Шалунья натянула на голову край сари и поднесла мне бетель
[25]
, который она сама старательно приготовила. Держала она его только для Ромона-бабу, даже сама ни разу не пробовала. Здесь же, в комнате, стояла хукка
[26]
Ромона-бабу, в чашечке для табака лежал один пепел. Но Шубхашини сделала вид, что раскуривает хукку для воображаемого мужчины. Затем она взяла опахало и принялась меня им обмахивать. На руках ее нежно зазвенели браслеты.
— Ты учишь меня не обольщать, а прислуживать, сестра, — сказала я. — Неужели я затеяла все это для того, чтобы показать, какая я хорошая служанка?
— А разве женщина создана не для того, чтобы служить мужчине? — удивилась Шубхашини.
— Твоя наука пригодится, когда он полюбит меня, — продолжала я. — Тогда я буду обмахивать его опахалом, растирать ему ноги, готовить бетель, раскуривать хукку. А сейчас это все ни к чему.
Шубхашини, смеясь, села рядом со мной, взяла мои руки в свои, и мы стали болтать. Моя подруга была весела, жевала бетель, раскачивала серьги в моих ушах. Вдруг она вспомнила о том, что я скоро уеду, и на глазах у нее блеснули слезы. Чтобы отвлечь ее от грустных мыслей, я сказала:
— Умение прислуживать, пожалуй, сильное оружие в руках женщины. Но подействует ли оно на У-бабу?
— Если не подействует, значит, ты ничему от меня не научилась, — рассмеялась Шубхашини. Одной рукой она обвила мою шею, другой взяла меня за подбородок и поцеловала. На щеку мне капнуло несколько слезинок.

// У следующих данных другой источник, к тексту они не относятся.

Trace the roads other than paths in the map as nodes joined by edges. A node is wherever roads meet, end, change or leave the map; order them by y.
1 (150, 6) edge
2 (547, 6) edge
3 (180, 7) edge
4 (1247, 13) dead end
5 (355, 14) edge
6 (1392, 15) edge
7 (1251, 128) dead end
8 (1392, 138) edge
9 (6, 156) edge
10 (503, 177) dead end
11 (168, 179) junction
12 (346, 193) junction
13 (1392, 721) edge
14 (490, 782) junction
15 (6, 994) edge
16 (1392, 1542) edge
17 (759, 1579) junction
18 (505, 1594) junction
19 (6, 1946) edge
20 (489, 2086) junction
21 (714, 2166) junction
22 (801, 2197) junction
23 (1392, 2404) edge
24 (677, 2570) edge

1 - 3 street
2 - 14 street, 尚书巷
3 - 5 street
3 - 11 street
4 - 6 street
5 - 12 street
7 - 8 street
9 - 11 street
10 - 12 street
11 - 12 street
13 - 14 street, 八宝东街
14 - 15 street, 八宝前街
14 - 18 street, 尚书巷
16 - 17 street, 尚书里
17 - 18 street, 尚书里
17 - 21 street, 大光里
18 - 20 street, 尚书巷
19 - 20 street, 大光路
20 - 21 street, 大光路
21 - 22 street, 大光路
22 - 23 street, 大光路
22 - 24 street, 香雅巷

Проглотив подкативший к горлу комок, я пошутила:
— Не воображай, что я стану платить тебе за твою науку!
— Тогда я больше не стану учить тебя! — воскликнула Шубхашини. — Обходись своими познаниями. Вообрази, что я — У-бабу. — Моя подруга легла на тахту и, чтобы не расхохотаться, уткнулась лицом в край сари. Наконец, справившись со смехом, она строго взглянула на меня, однако тут же снова рассмеялась.